「
誕生日に」
01
高く青い空の下、秋風が俺の頬を擽る。
何て長閑なんだ。
目の前の新しい道路の周りは田んぼと畑と、まばらな民家。
人っ子一人通りゃしない。
こんなに長時間、何もしないで座っているなんて、滅多にない。
アホ面を晒しすぎたかと慌てて隣を見ると、見慣れた横顔がやっぱりアホ面で空を見ていた。
「なあ、こんなに暇でいいのか?」
意を決して話しかける。
「んあー? まあ、車が通らなきゃやる事ないしな」
交通量調査のアルバイトを持ちかけてきたのはこいつだ。
別に、俺じゃなくても良かったのだと思う。
数日前こいつのケータイに依頼が入った時、数人の仲間でカラオケしていた。
誰か誘えないかという雇用主の相談に、たまたま隣にいた俺が誘われたという。
ただそれだけの理由。
まあ、隣にいたのはたまたまじゃねえけどな。
そんな事はこいつの知り得る事じゃねえ。
「てきとー」
「今回はなー。
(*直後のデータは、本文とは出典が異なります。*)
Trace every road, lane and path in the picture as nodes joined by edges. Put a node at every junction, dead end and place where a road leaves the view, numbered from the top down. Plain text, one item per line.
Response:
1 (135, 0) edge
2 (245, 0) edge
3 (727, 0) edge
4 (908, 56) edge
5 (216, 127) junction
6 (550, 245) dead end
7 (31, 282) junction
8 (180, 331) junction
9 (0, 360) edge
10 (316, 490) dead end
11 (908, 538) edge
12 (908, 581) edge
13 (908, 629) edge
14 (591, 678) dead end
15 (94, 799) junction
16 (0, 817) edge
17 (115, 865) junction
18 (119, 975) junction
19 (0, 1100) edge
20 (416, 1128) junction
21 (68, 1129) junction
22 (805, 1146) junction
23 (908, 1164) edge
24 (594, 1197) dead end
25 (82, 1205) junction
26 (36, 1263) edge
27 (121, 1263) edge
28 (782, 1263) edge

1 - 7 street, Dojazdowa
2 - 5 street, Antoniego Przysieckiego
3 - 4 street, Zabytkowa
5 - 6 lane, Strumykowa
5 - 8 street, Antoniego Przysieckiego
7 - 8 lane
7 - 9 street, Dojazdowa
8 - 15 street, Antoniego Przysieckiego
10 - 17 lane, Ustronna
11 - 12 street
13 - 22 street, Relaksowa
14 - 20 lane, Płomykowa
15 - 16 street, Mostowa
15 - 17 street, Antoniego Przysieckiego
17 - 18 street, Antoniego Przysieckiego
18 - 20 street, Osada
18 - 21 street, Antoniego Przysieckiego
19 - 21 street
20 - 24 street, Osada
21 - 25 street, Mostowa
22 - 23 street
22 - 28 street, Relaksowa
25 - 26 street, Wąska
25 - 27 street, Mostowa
冬とか夜とか、雨とか、車多いとか、結構大変な時もある」
「ふーん」
低い声が心地よい。
何かを思い出したのか、少しだけ眉が下がった。
他に見るものもないから、隣の角刈りをじっと見つめる。
嘘だ。
見たいから見つめている。
厳つい鼻梁が整っているのも、耳の形が良いのも、綺麗に刈上げられたうなじが妙に綺麗なのも、今は俺だけが知っている。
この角度からの景色が俺の特等席。
「暇?」
くるっとこちらに顔を向けられて、慌てて視線を逸らした。
変に思われたんじゃないかと、心臓がばくばくいっている。
「んにゃ、ぼーっとしてるの好きだし」
「悪いな、急に誘って」
「いやいや、バイト代出るし」
特に小遣いに困っているわけじゃないけど、この程度の仕事で稼げるのならいい話だろう。
何より俺にとっては、こいつの隣に座っていられる、その理由があるってだけで幸せだったりする。
高校最後の誕生日がいい日になった。